• _WORK TO BE COMPLETED_:
Which lines in the records below contain the word "text"? Report each of them.

• _Source data_:
***
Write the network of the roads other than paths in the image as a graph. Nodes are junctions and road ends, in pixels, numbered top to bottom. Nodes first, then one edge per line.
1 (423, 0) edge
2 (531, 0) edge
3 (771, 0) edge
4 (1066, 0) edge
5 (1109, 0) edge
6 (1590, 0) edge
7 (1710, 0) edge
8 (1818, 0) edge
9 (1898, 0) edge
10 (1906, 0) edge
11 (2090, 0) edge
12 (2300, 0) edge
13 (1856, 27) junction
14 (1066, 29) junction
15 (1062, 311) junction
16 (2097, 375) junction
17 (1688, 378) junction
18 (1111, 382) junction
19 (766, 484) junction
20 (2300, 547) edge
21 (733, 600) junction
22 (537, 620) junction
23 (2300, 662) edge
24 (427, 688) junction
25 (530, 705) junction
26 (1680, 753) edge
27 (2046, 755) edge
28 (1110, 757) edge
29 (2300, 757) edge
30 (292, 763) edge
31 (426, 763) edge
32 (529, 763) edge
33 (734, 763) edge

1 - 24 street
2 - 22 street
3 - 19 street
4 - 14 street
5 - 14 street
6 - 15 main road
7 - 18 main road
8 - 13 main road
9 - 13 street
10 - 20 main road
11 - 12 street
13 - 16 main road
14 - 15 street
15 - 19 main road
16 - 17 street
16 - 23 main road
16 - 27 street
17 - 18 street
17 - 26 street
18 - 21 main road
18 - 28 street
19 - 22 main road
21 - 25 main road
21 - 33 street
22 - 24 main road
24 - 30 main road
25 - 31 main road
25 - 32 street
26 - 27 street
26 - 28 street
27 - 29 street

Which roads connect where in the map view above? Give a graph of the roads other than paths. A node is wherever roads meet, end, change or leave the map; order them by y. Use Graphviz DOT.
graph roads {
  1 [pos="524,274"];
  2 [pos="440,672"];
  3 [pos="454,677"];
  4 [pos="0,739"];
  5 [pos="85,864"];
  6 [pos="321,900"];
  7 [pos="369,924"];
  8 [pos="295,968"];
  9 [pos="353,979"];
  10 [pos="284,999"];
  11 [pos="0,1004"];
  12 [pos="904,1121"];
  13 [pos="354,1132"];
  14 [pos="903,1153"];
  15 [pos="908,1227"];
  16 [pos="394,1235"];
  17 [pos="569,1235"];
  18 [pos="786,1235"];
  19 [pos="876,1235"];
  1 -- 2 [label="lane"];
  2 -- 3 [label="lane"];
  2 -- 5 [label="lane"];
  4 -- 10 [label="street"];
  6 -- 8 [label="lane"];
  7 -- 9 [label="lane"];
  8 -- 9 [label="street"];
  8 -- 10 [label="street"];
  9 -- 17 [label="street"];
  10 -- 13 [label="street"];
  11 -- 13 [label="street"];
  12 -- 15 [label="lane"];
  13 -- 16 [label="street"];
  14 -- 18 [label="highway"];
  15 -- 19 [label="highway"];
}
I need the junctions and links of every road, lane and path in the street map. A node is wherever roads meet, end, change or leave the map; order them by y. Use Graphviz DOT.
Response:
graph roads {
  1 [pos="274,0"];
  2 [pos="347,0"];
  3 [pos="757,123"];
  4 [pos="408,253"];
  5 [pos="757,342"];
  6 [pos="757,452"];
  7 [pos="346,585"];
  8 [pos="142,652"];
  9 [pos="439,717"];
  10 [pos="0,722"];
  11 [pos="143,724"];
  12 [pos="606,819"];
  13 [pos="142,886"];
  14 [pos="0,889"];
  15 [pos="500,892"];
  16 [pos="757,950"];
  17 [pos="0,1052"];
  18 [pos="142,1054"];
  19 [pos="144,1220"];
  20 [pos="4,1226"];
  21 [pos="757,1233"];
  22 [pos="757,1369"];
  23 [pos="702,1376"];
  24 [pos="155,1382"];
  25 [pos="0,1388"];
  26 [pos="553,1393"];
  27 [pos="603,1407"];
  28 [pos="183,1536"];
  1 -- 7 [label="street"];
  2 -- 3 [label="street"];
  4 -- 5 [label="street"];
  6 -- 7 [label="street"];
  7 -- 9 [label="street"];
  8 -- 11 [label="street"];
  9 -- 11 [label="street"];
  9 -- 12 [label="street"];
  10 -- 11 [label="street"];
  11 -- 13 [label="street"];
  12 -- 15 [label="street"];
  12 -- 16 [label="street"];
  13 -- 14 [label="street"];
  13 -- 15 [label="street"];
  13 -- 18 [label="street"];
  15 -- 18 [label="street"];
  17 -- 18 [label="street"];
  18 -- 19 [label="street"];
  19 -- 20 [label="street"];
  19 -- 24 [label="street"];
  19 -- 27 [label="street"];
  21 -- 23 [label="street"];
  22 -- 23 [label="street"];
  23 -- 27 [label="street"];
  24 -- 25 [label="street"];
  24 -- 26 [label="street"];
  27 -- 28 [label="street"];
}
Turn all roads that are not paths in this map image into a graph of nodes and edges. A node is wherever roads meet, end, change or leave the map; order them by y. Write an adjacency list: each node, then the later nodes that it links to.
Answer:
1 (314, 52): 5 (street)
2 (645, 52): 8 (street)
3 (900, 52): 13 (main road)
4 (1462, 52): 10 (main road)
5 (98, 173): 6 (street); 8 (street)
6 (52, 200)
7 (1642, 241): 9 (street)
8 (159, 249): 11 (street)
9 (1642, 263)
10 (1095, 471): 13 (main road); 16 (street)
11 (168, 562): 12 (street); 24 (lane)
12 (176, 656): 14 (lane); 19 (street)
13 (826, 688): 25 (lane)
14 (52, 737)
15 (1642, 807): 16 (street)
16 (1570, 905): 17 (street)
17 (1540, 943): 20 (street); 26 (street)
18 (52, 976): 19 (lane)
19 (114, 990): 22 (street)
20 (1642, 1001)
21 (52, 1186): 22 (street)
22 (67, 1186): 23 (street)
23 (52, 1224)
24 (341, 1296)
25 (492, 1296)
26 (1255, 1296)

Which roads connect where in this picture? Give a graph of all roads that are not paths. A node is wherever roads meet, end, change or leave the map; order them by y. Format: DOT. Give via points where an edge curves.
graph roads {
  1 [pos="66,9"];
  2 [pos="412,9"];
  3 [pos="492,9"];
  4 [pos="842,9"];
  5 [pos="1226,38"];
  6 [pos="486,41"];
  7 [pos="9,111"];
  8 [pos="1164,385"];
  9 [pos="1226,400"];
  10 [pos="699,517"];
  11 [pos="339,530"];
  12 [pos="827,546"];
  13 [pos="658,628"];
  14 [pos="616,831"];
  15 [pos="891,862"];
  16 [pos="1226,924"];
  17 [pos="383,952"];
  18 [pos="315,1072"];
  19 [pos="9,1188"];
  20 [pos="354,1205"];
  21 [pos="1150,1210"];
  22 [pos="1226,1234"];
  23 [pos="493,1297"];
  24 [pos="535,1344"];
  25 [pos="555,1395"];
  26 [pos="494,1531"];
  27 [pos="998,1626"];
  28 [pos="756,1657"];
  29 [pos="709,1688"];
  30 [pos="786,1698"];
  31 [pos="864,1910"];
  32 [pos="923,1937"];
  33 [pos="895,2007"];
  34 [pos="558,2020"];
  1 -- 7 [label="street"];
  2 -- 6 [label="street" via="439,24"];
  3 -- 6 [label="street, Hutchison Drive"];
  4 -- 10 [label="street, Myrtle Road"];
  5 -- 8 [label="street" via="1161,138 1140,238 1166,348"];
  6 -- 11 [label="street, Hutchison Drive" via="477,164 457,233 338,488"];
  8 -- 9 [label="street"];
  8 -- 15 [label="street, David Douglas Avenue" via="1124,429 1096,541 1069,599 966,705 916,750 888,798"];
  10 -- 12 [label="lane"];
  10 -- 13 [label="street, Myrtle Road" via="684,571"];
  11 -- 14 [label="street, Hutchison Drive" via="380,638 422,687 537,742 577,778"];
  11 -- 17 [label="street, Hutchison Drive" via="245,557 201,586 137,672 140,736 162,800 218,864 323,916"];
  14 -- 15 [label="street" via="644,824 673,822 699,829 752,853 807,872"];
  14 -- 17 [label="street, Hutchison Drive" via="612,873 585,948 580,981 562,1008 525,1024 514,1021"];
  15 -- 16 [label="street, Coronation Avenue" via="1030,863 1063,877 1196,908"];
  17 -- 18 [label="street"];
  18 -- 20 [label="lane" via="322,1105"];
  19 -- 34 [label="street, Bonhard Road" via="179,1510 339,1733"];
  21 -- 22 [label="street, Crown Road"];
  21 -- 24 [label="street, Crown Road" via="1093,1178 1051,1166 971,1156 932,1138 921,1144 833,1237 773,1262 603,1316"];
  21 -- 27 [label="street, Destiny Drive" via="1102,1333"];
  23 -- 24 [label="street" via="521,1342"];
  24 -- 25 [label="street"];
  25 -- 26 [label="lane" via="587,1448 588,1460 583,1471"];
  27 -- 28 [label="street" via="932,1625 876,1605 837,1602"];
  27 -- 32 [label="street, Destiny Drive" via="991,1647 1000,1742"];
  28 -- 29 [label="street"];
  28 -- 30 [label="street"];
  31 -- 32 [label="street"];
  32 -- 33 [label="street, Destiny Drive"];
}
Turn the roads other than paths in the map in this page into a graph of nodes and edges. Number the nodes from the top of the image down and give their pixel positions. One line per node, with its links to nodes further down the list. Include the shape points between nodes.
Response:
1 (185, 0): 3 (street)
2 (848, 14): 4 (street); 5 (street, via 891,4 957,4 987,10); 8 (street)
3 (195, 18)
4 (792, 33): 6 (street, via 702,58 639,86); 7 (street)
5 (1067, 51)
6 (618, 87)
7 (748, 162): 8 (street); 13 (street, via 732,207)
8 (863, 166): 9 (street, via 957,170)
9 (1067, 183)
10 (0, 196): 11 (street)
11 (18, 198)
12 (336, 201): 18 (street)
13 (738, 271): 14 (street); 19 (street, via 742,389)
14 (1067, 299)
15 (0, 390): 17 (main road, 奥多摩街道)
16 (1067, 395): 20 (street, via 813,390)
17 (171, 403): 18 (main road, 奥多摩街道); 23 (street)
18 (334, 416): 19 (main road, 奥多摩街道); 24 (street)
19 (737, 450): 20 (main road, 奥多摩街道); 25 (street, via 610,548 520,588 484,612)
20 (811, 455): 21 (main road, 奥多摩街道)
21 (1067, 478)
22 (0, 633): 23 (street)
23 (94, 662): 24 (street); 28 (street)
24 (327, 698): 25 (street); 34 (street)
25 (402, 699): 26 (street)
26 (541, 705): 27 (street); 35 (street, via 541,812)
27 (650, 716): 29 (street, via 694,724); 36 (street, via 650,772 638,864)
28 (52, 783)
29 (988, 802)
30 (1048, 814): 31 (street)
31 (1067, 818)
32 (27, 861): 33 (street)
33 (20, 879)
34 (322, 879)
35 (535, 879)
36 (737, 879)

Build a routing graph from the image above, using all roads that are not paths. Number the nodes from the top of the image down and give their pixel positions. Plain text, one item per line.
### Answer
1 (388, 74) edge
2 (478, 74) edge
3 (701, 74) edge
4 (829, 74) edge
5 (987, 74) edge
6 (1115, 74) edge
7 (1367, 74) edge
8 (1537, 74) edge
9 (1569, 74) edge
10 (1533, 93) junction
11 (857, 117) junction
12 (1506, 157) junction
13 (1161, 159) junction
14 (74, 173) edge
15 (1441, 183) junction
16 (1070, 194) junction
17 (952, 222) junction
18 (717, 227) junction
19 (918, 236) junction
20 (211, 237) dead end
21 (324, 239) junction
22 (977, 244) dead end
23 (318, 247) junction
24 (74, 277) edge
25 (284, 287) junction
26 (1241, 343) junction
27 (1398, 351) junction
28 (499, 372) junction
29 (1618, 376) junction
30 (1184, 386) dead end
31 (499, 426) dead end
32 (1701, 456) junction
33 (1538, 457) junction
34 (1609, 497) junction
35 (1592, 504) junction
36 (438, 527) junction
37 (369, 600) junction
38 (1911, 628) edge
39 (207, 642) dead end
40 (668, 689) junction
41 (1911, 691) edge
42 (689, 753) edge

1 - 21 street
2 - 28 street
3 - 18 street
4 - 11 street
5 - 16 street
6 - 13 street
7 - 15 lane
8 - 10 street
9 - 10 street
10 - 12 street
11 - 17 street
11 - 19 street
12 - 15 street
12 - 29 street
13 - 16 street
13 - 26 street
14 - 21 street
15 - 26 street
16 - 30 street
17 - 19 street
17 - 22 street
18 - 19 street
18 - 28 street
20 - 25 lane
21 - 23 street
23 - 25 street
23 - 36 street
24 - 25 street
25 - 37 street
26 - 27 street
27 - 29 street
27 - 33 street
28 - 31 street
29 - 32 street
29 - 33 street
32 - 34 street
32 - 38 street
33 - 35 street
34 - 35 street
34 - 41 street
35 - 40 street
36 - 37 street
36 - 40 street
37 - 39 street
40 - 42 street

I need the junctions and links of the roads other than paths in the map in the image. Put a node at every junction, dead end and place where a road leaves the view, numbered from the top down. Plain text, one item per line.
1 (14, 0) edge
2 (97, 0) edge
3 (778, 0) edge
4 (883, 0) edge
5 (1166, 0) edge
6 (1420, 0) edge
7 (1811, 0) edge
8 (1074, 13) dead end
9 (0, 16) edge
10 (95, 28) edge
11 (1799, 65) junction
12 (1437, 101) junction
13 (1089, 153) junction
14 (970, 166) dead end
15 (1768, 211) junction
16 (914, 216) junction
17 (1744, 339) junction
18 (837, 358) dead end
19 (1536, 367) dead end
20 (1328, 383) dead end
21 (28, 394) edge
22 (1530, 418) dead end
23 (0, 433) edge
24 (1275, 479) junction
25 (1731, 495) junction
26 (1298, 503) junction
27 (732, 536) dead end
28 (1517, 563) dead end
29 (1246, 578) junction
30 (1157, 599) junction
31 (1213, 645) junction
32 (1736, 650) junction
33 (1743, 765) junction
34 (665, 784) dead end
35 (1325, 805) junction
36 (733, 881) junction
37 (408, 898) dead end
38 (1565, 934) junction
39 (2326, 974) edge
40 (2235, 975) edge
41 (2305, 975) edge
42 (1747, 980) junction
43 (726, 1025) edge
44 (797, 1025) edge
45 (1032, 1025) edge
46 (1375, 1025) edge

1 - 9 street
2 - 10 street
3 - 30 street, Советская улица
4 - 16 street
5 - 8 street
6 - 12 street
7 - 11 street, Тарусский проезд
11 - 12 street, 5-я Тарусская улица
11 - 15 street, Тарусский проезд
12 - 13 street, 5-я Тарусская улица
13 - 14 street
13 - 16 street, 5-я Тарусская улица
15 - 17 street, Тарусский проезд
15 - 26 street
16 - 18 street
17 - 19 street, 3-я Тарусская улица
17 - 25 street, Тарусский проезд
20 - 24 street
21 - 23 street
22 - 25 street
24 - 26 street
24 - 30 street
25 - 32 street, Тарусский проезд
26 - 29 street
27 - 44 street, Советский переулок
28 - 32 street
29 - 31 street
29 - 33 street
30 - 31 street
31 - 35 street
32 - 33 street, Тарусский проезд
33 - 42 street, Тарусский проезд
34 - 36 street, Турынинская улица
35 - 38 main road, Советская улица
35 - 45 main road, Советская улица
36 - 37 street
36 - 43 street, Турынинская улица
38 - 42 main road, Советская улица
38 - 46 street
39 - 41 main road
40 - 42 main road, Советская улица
***
• _FINISHED EXERCISE_:
Build a routing graph from the image above, using all roads that are not paths. Number the nodes from the top of the image down and give their pixel positions. Plain text, one item per line.
I need the junctions and links of the roads other than paths in the map in the image. Put a node at every junction, dead end and place where a road leaves the view, numbered from the top down. Plain text, one item per line.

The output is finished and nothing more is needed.